Show every line from the data below that includes "Brown".

═══ Records for the task

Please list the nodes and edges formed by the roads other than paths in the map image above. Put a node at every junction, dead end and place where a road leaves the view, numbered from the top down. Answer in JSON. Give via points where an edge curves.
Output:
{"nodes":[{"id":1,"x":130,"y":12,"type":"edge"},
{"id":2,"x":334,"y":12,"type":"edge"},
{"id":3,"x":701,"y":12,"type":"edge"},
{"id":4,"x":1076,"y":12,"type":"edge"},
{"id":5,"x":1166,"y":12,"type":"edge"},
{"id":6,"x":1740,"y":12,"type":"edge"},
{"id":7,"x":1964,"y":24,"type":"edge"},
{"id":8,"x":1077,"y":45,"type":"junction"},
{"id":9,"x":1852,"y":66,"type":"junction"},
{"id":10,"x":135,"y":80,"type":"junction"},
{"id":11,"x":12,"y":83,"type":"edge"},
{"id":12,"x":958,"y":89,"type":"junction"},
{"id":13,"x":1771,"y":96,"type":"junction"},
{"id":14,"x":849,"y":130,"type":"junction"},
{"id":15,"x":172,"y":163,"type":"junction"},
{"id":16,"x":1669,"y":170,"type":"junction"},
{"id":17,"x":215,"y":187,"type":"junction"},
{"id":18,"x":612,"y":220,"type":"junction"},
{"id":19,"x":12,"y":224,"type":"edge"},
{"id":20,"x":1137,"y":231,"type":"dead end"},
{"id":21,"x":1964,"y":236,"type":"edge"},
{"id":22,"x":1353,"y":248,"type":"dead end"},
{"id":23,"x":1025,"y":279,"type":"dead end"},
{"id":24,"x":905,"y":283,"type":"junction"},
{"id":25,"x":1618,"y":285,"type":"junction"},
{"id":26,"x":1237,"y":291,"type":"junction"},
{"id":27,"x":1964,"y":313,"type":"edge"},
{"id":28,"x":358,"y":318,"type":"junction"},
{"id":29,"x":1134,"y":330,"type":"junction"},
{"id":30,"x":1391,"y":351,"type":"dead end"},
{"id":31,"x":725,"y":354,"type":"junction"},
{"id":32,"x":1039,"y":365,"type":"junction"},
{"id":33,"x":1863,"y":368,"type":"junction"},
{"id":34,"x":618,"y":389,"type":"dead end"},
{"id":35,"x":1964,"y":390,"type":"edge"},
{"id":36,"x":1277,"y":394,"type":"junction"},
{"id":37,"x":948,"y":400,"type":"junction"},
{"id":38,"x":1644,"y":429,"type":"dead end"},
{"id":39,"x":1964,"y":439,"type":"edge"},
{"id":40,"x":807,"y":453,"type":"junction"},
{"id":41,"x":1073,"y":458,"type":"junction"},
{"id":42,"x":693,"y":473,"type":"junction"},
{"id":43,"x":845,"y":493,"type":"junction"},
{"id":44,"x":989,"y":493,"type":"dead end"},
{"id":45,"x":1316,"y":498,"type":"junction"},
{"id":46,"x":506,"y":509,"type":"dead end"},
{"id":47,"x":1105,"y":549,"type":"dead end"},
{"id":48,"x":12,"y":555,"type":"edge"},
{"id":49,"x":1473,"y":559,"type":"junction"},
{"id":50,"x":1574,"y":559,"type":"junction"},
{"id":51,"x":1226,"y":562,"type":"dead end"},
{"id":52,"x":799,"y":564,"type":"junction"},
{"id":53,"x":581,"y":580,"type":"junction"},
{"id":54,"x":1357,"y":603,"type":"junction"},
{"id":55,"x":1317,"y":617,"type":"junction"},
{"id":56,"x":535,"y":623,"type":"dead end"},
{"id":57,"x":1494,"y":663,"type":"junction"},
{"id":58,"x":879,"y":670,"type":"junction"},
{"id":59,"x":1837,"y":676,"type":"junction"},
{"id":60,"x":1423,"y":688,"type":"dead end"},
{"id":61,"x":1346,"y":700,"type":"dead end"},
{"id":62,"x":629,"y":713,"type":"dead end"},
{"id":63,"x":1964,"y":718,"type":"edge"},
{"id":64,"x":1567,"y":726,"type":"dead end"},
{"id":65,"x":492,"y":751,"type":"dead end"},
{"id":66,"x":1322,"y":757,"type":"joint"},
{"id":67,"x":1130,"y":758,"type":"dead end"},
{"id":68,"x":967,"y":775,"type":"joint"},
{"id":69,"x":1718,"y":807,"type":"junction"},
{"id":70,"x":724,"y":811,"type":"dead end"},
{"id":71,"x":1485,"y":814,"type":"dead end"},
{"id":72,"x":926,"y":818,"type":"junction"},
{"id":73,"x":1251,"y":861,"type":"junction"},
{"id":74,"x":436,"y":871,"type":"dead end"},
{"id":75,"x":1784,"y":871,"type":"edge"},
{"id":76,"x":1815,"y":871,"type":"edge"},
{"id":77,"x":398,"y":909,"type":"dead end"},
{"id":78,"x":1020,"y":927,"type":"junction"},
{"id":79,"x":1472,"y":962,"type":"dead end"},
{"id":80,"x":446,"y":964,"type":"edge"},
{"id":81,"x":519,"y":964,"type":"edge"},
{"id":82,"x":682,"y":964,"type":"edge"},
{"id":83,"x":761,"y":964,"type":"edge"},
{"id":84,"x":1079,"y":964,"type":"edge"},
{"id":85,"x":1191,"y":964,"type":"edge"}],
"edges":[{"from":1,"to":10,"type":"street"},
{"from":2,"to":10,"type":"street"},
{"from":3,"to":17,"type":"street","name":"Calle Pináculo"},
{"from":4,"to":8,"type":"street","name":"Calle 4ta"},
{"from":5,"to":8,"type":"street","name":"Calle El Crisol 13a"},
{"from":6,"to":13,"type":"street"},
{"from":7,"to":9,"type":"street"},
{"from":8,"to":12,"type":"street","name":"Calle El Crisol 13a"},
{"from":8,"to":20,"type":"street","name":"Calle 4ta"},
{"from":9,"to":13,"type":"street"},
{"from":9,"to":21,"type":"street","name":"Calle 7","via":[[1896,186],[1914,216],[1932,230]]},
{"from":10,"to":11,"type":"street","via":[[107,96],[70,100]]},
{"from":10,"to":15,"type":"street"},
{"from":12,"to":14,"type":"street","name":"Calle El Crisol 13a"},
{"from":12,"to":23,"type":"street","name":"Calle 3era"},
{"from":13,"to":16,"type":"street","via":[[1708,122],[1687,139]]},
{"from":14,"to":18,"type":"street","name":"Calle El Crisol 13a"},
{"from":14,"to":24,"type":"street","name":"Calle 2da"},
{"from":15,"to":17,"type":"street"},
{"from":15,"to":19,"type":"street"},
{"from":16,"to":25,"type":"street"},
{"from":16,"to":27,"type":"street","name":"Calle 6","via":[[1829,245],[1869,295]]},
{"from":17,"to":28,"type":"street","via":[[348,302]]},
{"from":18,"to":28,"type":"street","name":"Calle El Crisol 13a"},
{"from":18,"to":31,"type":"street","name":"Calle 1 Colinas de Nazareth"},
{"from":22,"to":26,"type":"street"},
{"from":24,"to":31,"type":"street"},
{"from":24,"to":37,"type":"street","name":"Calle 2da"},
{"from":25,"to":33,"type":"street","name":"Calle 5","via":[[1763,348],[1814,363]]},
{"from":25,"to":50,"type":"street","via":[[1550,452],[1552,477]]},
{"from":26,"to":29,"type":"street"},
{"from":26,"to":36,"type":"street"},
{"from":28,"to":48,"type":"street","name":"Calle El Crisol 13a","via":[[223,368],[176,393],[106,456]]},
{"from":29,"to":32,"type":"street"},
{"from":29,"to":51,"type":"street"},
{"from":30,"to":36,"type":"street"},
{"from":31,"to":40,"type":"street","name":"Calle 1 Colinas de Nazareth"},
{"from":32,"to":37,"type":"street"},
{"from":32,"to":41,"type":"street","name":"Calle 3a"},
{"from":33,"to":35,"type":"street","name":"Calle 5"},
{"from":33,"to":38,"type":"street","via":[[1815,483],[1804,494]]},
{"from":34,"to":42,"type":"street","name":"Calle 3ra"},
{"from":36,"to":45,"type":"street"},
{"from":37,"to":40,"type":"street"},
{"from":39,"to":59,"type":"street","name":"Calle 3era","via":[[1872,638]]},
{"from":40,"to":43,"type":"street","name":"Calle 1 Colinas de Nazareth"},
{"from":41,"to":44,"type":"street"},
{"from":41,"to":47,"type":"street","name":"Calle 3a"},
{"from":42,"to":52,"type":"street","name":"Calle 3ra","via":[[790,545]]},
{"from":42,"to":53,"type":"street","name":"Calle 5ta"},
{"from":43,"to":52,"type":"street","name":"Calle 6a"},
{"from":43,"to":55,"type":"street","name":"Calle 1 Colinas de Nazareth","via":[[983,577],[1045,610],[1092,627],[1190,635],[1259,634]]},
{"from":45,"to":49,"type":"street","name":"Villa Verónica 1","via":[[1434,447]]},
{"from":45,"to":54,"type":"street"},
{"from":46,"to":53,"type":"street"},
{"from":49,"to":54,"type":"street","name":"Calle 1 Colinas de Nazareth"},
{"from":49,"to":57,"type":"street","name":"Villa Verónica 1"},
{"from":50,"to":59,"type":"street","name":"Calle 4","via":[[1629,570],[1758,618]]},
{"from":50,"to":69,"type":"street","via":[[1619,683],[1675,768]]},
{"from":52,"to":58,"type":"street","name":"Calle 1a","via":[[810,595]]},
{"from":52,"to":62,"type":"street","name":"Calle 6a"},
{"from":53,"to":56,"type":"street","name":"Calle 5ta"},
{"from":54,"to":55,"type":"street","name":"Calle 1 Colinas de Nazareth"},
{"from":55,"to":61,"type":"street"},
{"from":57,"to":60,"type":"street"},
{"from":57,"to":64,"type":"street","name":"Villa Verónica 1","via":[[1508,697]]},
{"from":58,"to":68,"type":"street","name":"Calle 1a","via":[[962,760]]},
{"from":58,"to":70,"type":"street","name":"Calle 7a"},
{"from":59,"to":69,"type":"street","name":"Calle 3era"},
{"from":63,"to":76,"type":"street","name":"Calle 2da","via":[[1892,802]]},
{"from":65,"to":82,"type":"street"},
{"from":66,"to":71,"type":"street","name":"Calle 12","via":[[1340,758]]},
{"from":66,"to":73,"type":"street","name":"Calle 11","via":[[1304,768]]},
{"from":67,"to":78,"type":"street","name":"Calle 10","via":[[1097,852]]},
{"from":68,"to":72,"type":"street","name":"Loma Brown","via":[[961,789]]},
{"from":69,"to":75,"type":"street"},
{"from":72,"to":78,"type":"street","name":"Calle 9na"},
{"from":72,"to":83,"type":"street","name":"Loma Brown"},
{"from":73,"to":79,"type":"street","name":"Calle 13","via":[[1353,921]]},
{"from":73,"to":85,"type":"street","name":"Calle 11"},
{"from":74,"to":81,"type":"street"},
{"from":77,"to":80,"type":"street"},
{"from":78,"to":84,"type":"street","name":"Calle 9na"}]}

══════

* _Written answer_
{"from":68,"to":72,"type":"street","name":"Loma Brown","via":[[961,789]]},
{"from":72,"to":83,"type":"street","name":"Loma Brown"},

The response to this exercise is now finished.